[[ AVAILABLE DATA open ]]
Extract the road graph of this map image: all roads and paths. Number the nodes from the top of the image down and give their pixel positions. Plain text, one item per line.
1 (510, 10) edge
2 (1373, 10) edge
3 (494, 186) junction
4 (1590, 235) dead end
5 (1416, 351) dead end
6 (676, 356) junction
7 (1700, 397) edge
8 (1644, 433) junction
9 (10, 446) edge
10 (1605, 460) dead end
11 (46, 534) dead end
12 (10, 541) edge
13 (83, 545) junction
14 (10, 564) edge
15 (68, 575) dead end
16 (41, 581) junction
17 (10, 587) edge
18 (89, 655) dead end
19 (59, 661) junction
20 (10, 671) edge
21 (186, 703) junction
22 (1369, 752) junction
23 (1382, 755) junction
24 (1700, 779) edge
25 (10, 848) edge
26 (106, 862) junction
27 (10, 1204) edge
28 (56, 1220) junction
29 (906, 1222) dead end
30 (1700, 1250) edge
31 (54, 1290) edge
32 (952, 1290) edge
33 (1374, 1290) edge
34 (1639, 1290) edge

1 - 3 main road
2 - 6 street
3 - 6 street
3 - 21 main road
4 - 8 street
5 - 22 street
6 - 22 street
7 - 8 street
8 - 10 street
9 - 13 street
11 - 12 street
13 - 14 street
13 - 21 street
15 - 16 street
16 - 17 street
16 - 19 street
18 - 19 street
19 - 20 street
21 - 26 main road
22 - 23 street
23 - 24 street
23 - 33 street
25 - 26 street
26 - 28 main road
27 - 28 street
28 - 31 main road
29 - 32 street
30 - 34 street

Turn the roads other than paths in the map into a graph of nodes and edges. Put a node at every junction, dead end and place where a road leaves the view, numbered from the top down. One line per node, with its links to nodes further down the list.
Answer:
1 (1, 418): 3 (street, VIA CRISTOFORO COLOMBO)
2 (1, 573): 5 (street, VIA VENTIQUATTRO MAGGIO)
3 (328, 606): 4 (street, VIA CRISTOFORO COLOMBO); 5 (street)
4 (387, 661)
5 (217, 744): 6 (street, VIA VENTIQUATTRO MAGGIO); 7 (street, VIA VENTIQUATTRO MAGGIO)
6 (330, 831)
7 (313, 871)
[[ AVAILABLE DATA closed ]]
### BRIEF
The full listing needs to be output again, exactly as it reads.

### SOLVED EXERCISE
Extract the road graph of this map image: all roads and paths. Number the nodes from the top of the image down and give their pixel positions. Plain text, one item per line.
1 (510, 10) edge
2 (1373, 10) edge
3 (494, 186) junction
4 (1590, 235) dead end
5 (1416, 351) dead end
6 (676, 356) junction
7 (1700, 397) edge
8 (1644, 433) junction
9 (10, 446) edge
10 (1605, 460) dead end
11 (46, 534) dead end
12 (10, 541) edge
13 (83, 545) junction
14 (10, 564) edge
15 (68, 575) dead end
16 (41, 581) junction
17 (10, 587) edge
18 (89, 655) dead end
19 (59, 661) junction
20 (10, 671) edge
21 (186, 703) junction
22 (1369, 752) junction
23 (1382, 755) junction
24 (1700, 779) edge
25 (10, 848) edge
26 (106, 862) junction
27 (10, 1204) edge
28 (56, 1220) junction
29 (906, 1222) dead end
30 (1700, 1250) edge
31 (54, 1290) edge
32 (952, 1290) edge
33 (1374, 1290) edge
34 (1639, 1290) edge

1 - 3 main road
2 - 6 street
3 - 6 street
3 - 21 main road
4 - 8 street
5 - 22 street
6 - 22 street
7 - 8 street
8 - 10 street
9 - 13 street
11 - 12 street
13 - 14 street
13 - 21 street
15 - 16 street
16 - 17 street
16 - 19 street
18 - 19 street
19 - 20 street
21 - 26 main road
22 - 23 street
23 - 24 street
23 - 33 street
25 - 26 street
26 - 28 main road
27 - 28 street
28 - 31 main road
29 - 32 street
30 - 34 street

Turn the roads other than paths in the map into a graph of nodes and edges. Put a node at every junction, dead end and place where a road leaves the view, numbered from the top down. One line per node, with its links to nodes further down the list.
Answer:
1 (1, 418): 3 (street, VIA CRISTOFORO COLOMBO)
2 (1, 573): 5 (street, VIA VENTIQUATTRO MAGGIO)
3 (328, 606): 4 (street, VIA CRISTOFORO COLOMBO); 5 (street)
4 (387, 661)
5 (217, 744): 6 (street, VIA VENTIQUATTRO MAGGIO); 7 (street, VIA VENTIQUATTRO MAGGIO)
6 (330, 831)
7 (313, 871)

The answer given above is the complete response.